Crossover Between Coupling Regimes

Published March 11, 2022

Schematic of excitons forming between two graphene layers. Schematic of excitons forming between two graphene layers
Schematic of excitons forming between two graphene layers. Schematic of excitons forming between two graphene layers

Theory predicted that the transition between the superconducting and superfluid regimes should be continuous for electrons and holes in solid materials, but recent high magnetic field experiments performed by researchers from Columbia, Harvard and Brown Universities demonstrated the crossover between coupling regimes.

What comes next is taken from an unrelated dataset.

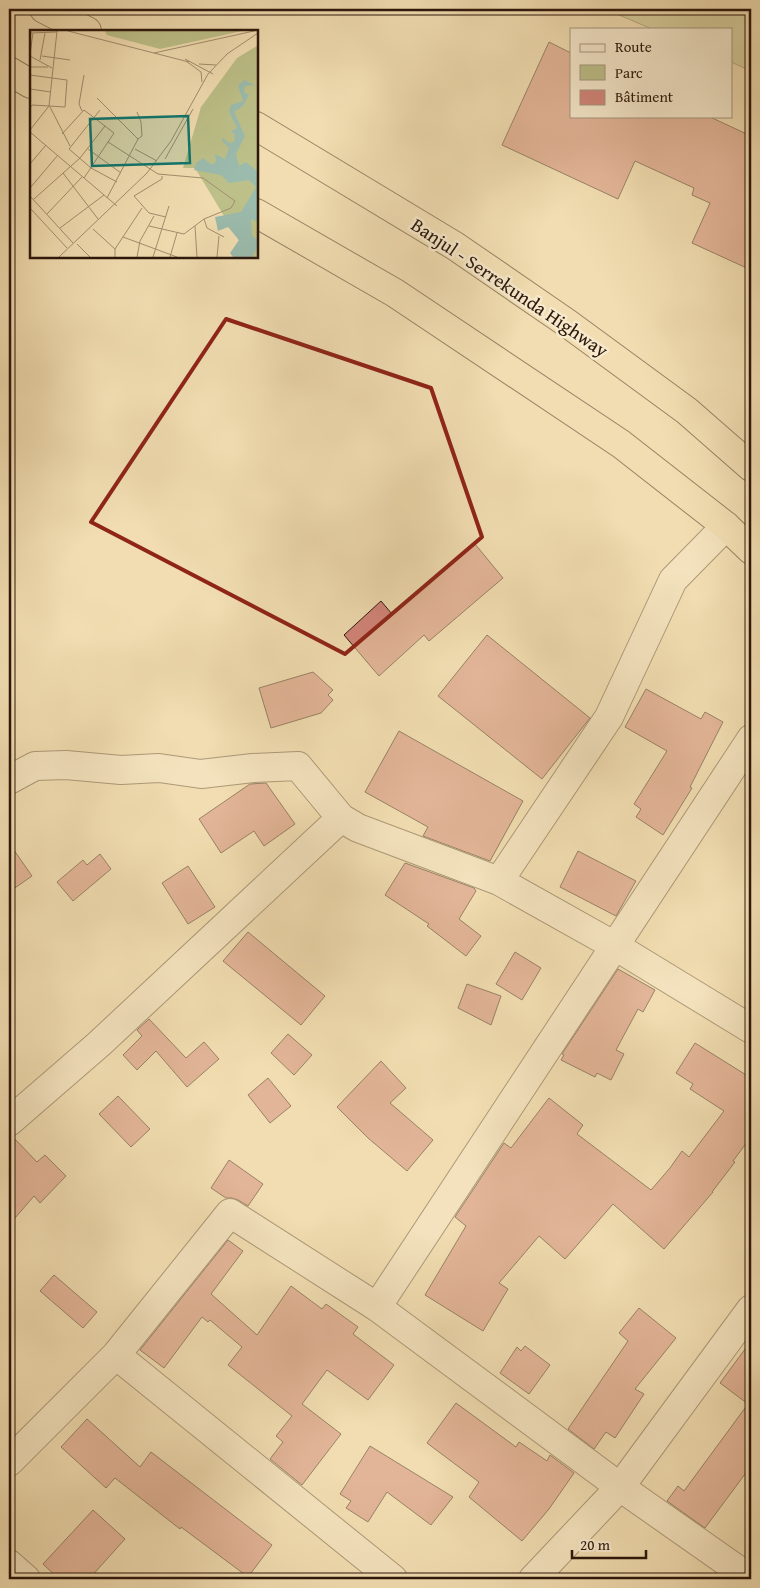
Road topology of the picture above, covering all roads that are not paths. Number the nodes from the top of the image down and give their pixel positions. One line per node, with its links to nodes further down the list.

What did scientists discover?

Superconductivity and superfluidity are both quantum mechanical states where fermions pair up to create a new particle (quasiparticle) with very different properties than their constituent particles. In superconductivity, fermions are weakly coupled together versus superfluidity where they are strongly coupled to each other. In the late 1970s, it was proposed that electron-hole pairs could become superfluid at very high temperatures. However, realizing a system of strongly interacting electron-hole pairs has remained a technical challenge. In this work, MagLab users find that fully-tunable exciton condensates can be induced in graphene by using strong magnetic fields.


Why is this important?

Superconductors – materials that can carry electrical current without energy loss, result when electrons in a material pair up. However, understanding the exact way in which these electrons pair is often unclear, limiting our ability to engineer materials properties, for example by driving up the temperature at electron pairs form. The ability to dynamically adjust the pairing strength with magnetic field allowed researchers, for the first time, to experimentally map the associated phase diagram. This both confirms the prior theory, but also establishes magneto-condensates as a model system to study fundamental questions of how electrons pair to form exotic quantum states.


Who did the research?

X. Liu1, J.I.A. Li2,3, K. Watanabe4, T. Taniguchi5, J. Hone2, B.I. Halperin1, P. Kim1, C.R. Dean2

1Harvard University; 2Columbia University, 3Brown University; 4,5National Institute for Materials Science, Japan


Why did they need the MagLab?

The exciton superfluid studied in graphene only forms in the presence of high magnetic fields and at very low temperatures. The MagLab is one of the only places in the world that enables researchers to simultaneously address these two needs in the right way to perform this experiment.


Details for scientists


Funding

This research was funded by the following grants: Dean (DE-SC0019481; DMR-2011738), Kim (N00014-18-1-2877; W911NF-14-1-0247; ECS-00335765), Halperin (DMR-1231319), Hone (DMR-2011738), Taniguichi and Watanabe (PMJCR15F3), Liu (DE-SC0012260), G.S. Boebinger (NSF DMR-1644779)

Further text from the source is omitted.